‘Novela não é para um nicho’

dezembro 5, 2025

Brilhando como Nara Leão nos palcos, Zezé Polessa fala sobre a musa da bossa nova, a vitória no processo contra um jornalista e como imagina a TV do futuro

Atriz de interpretações intensas e marcantes, Zezé Polessa mergulha de corpo e alma em tudo o que faz. Atualmente está em cartaz em São Paulo com a peça ‘Os olhos de Nara Leão’, um musical dirigido por Miguel Falabella, em que, sozinha em cena, dá vida a um dos maiores nomes da música brasileira. Por conta da entrega no palco, como atriz e cantora, optou por um dia a dia mais tranquilo e hoje evita sair com os amigos após as apresentações. “A vida do ator-cantor exige uma disciplina de atleta”, explica ela, em conversa exclusiva com NEW MAG. Sem saudosismos, mas apenas fazendo constatações, Zezé afirma que no mundo de hoje tudo está muito diferente. Em sua análise, ela aponta os grupos de discussão, que interferem na narrativa das novelas com menos de um mês no ar, e recorda os tempos de humor mais anárquico do teatro besteirol. Neste bate-papo, ela ainda revela que não se vê envolvida com um homem que não seja artista e discorre sobre o desgaste que lhe causou o processo que moveu por ter sido injustamente responsabilizada pela morte de um motorista da TV Globo.

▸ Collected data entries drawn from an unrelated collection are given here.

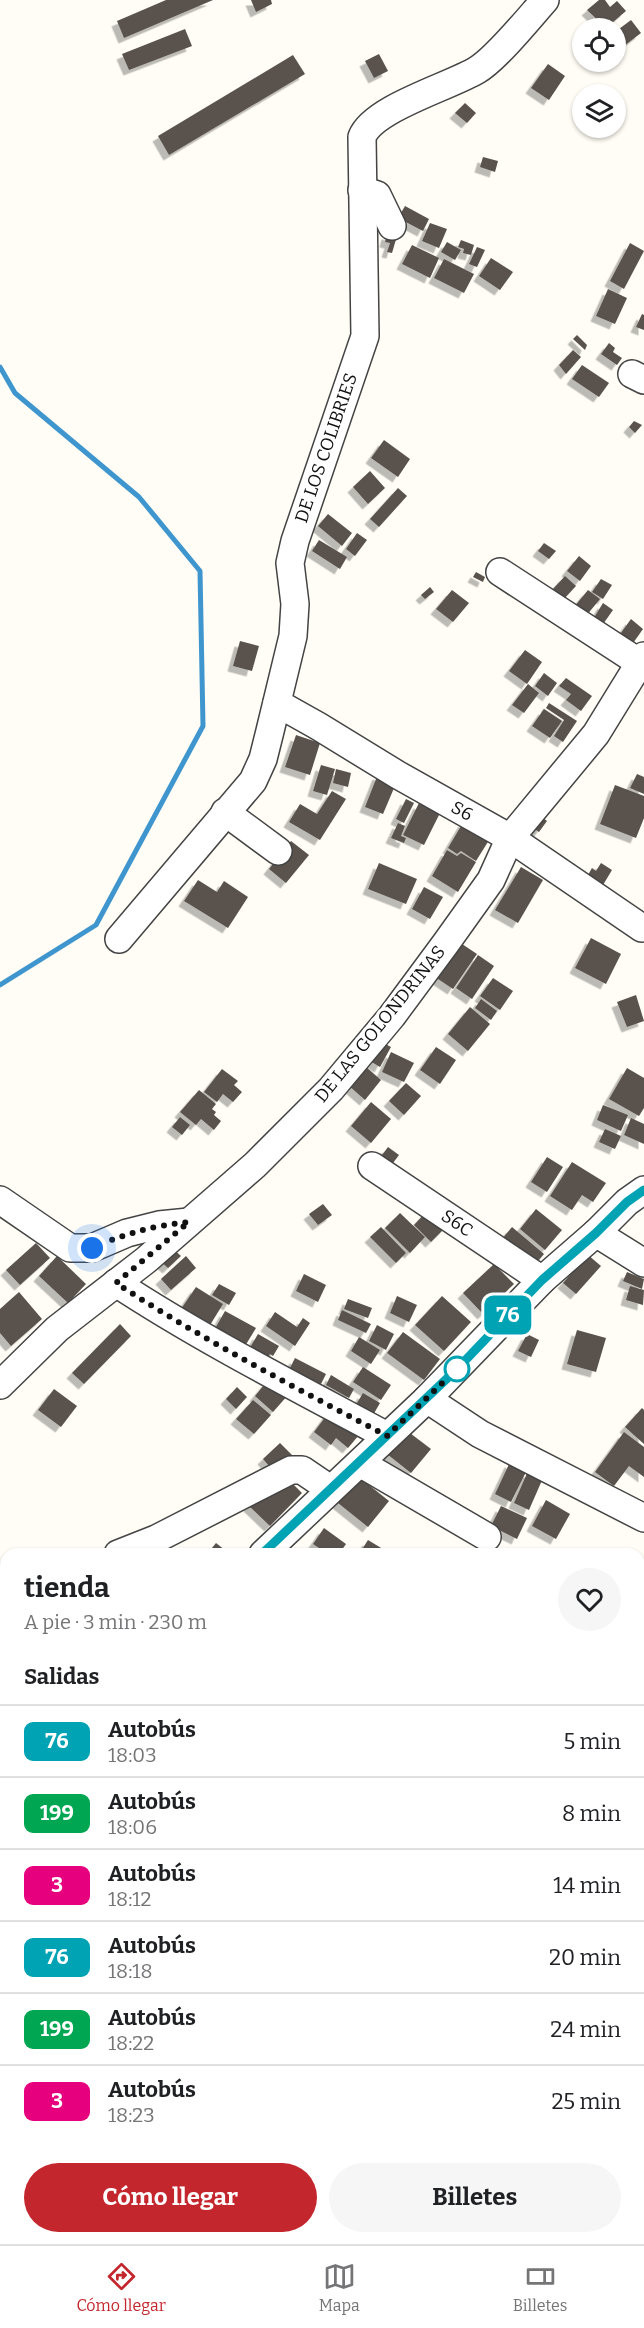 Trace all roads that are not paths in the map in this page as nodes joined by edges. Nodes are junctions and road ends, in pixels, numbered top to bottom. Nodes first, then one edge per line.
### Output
1 (545, 0) edge
2 (362, 190) junction
3 (392, 226) dead end
4 (500, 572) dead end
5 (642, 659) edge
6 (277, 703) junction
7 (225, 812) junction
8 (510, 838) junction
9 (278, 851) dead end
10 (643, 928) edge
11 (119, 939) dead end
12 (372, 1166) dead end
13 (644, 1190) edge
14 (0, 1200) edge
15 (189, 1222) junction
16 (596, 1233) junction
17 (644, 1263) edge
18 (542, 1280) junction
19 (116, 1283) junction
20 (0, 1385) edge
21 (427, 1399) junction
22 (387, 1436) junction
23 (360, 1463) junction
24 (330, 1489) junction
25 (644, 1518) edge
26 (487, 1537) dead end
27 (133, 1548) edge
28 (268, 1548) edge

1 - 2 street, DE LOS COLIBRIES
2 - 3 street
2 - 6 street, DE LOS COLIBRIES
4 - 5 street
5 - 8 street, DE LAS GOLONDRINAS
6 - 7 street, DE LOS COLIBRIES
6 - 8 street, S6
7 - 9 street
7 - 11 street, DE LOS COLIBRIES
8 - 10 street, S6
8 - 15 street, DE LAS GOLONDRINAS
12 - 18 street, S6C
13 - 16 street
14 - 15 street
15 - 19 street, DE LAS GOLONDRINAS
16 - 17 street
16 - 18 street
18 - 21 street
19 - 20 street, DE LAS GOLONDRINAS
19 - 22 street
21 - 22 street
21 - 25 street
22 - 23 street
23 - 24 street
23 - 26 street
24 - 27 street
24 - 28 street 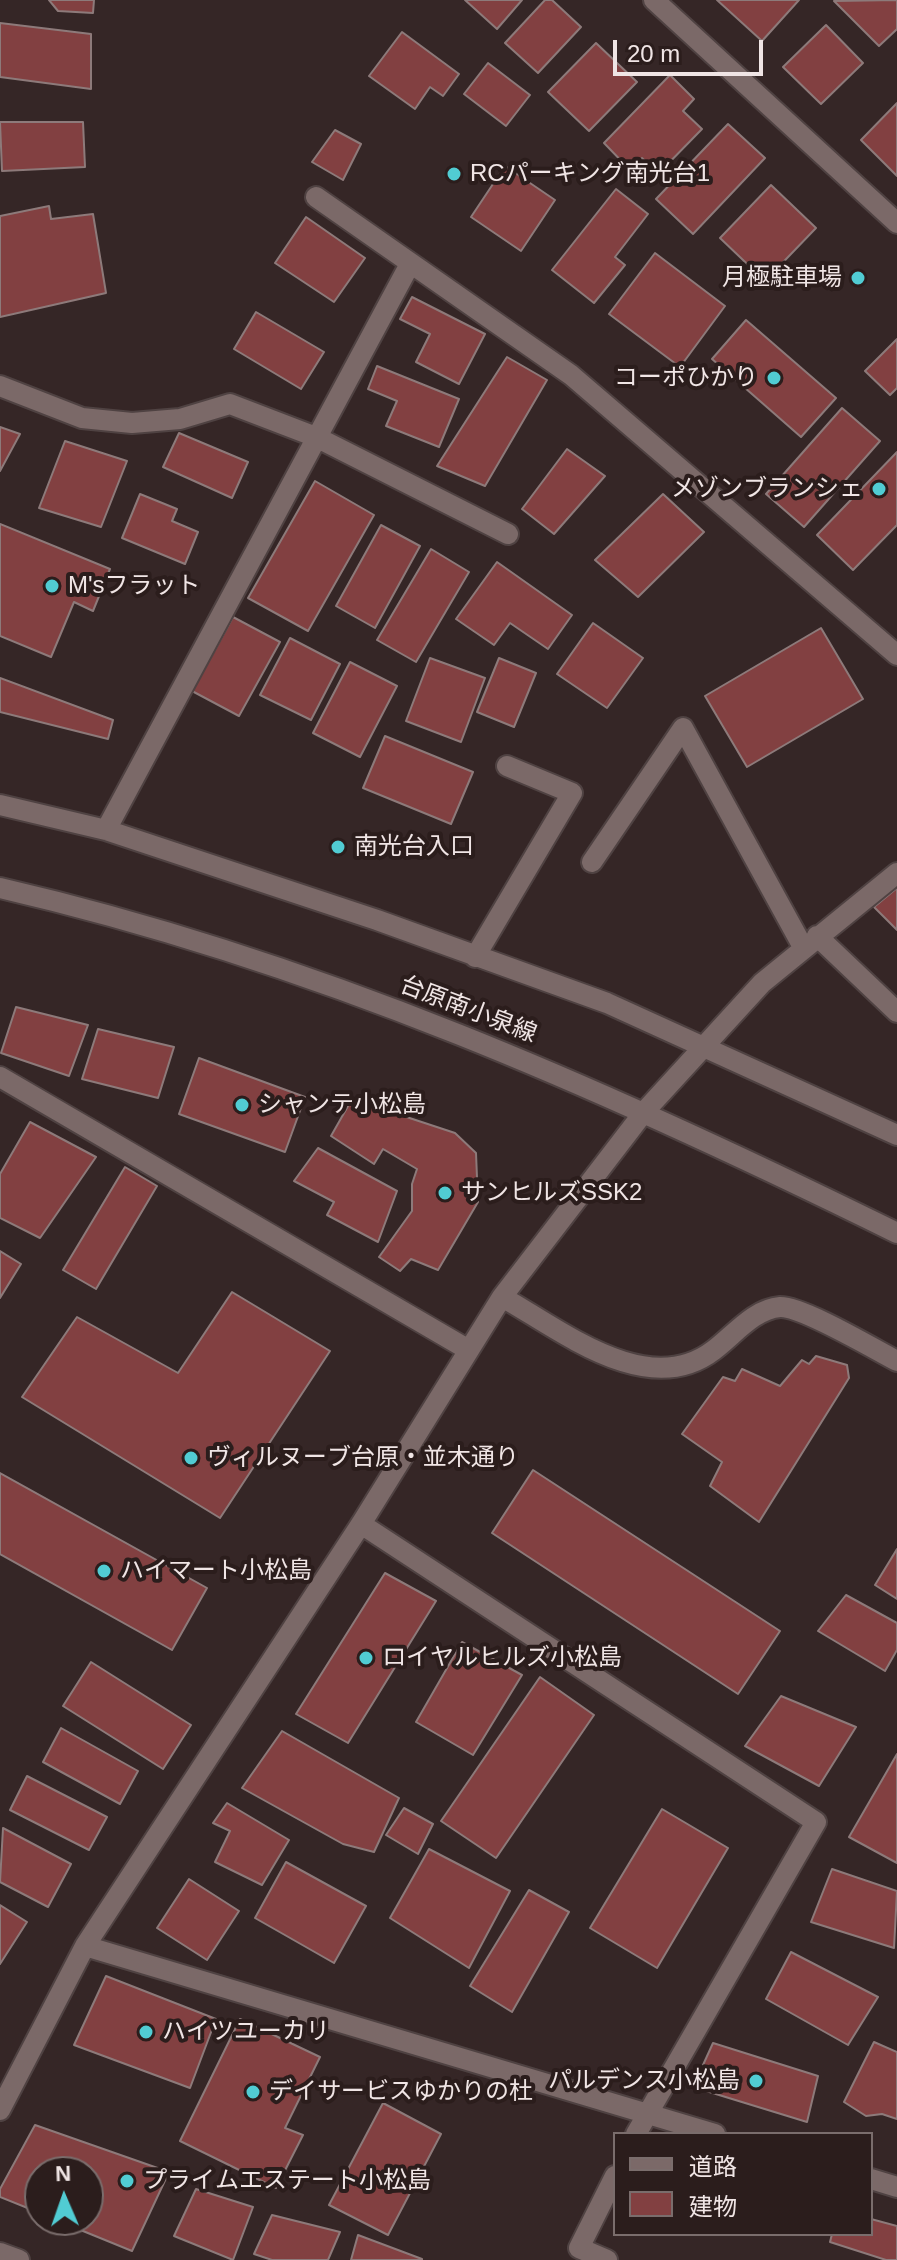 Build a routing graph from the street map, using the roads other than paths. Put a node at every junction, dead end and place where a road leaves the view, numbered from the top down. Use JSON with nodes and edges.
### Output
{"nodes":[{"id":1,"x":654,"y":0,"type":"edge"},
{"id":2,"x":316,"y":197,"type":"dead end"},
{"id":3,"x":897,"y":223,"type":"edge"},
{"id":4,"x":410,"y":264,"type":"junction"},
{"id":5,"x":0,"y":386,"type":"edge"},
{"id":6,"x":316,"y":437,"type":"junction"},
{"id":7,"x":508,"y":534,"type":"dead end"},
{"id":8,"x":897,"y":655,"type":"edge"},
{"id":9,"x":507,"y":766,"type":"dead end"},
{"id":10,"x":0,"y":805,"type":"edge"},
{"id":11,"x":106,"y":830,"type":"junction"},
{"id":12,"x":592,"y":862,"type":"dead end"},
{"id":13,"x":897,"y":873,"type":"edge"},
{"id":14,"x":0,"y":888,"type":"edge"},
{"id":15,"x":810,"y":942,"type":"junction"},
{"id":16,"x":475,"y":957,"type":"junction"},
{"id":17,"x":897,"y":1012,"type":"edge"},
{"id":18,"x":705,"y":1046,"type":"junction"},
{"id":19,"x":0,"y":1077,"type":"edge"},
{"id":20,"x":644,"y":1112,"type":"junction"},
{"id":21,"x":897,"y":1135,"type":"edge"},
{"id":22,"x":897,"y":1233,"type":"edge"},
{"id":23,"x":502,"y":1297,"type":"junction"},
{"id":24,"x":467,"y":1349,"type":"junction"},
{"id":25,"x":897,"y":1361,"type":"edge"},
{"id":26,"x":361,"y":1524,"type":"junction"},
{"id":27,"x":85,"y":1946,"type":"junction"},
{"id":28,"x":3,"y":2098,"type":"edge"},
{"id":29,"x":647,"y":2114,"type":"junction"},
{"id":30,"x":637,"y":2132,"type":"edge"},
{"id":31,"x":708,"y":2132,"type":"edge"},
{"id":32,"x":613,"y":2180,"type":"edge"},
{"id":33,"x":873,"y":2180,"type":"edge"},
{"id":34,"x":897,"y":2187,"type":"edge"},
{"id":35,"x":0,"y":2253,"type":"edge"},
{"id":36,"x":19,"y":2260,"type":"edge"},
{"id":37,"x":607,"y":2260,"type":"edge"}],
"edges":[{"from":1,"to":3,"type":"street"},
{"from":2,"to":4,"type":"street"},
{"from":4,"to":6,"type":"street"},
{"from":4,"to":8,"type":"street"},
{"from":5,"to":6,"type":"street"},
{"from":6,"to":7,"type":"street"},
{"from":6,"to":11,"type":"street"},
{"from":9,"to":16,"type":"street"},
{"from":10,"to":11,"type":"street"},
{"from":11,"to":16,"type":"street"},
{"from":12,"to":15,"type":"street"},
{"from":13,"to":15,"type":"street"},
{"from":14,"to":20,"type":"street","name":"台原南小泉線"},
{"from":15,"to":17,"type":"street"},
{"from":15,"to":18,"type":"street"},
{"from":16,"to":18,"type":"street"},
{"from":18,"to":20,"type":"street"},
{"from":18,"to":21,"type":"street"},
{"from":19,"to":24,"type":"street"},
{"from":20,"to":22,"type":"street","name":"台原南小泉線"},
{"from":20,"to":23,"type":"street"},
{"from":23,"to":24,"type":"street"},
{"from":23,"to":25,"type":"street"},
{"from":24,"to":26,"type":"street"},
{"from":26,"to":27,"type":"street"},
{"from":26,"to":29,"type":"street"},
{"from":27,"to":28,"type":"street"},
{"from":27,"to":29,"type":"street"},
{"from":29,"to":30,"type":"street"},
{"from":29,"to":31,"type":"street"},
{"from":32,"to":37,"type":"street"},
{"from":33,"to":34,"type":"street"},
{"from":35,"to":36,"type":"street"}]}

Nara foi uma mulher tímida e transgressora ao mesmo tempo. Como se deu seu encontro com esta personagem?

Esse encontro está sendo muito positivo. A trajetória dela foi construída com muito amor e dedicação. É uma artista que sempre ouvi, mas sobre quem sabia muito pouco. Daí que fiquei impressionada e surpresa ao ler a biografia escrita sobre ela pelo Tom Cardoso (“Ninguém pode com Nara Leão”). Ela foi uma mulher que se envolveu com teatro, com cinema e com diferentes movimentos musicais. Ela era inibida no trato, mas, nas entrevistas, dava opiniões com segurança e tranquilidade, falando o que ninguém tinha coragem de dizer. Por outro lado, tinha aversão à fama e, durante o exílio, pôde ter uma vida comum apesar da dor. Nara ainda é um enigma para mim.

E como é voltar a trabalhar com o Falabella, desta vez num musical escrito e dirigido por ele?

Acho que nosso primeiro encontro foi em “Mephisto”, onde fomos dirigidos pelo (José) Wilker. Anos depois, ele me dirigiu em “Florbela” (no qual Zezé viveu a poeta portuguesa Florbela Espanca), que era um monólogo lindo. E fizemos juntos “O submarino”, cujo texto é assinado por ele juntamente com a Maria Carmen Barbosa. E tivemos ainda “Os monólogos da vagina”, uma peça libertária e à frente do seu tempo sem falar nos encontros na TV. O Falabella é um diretor que me conhece bastante.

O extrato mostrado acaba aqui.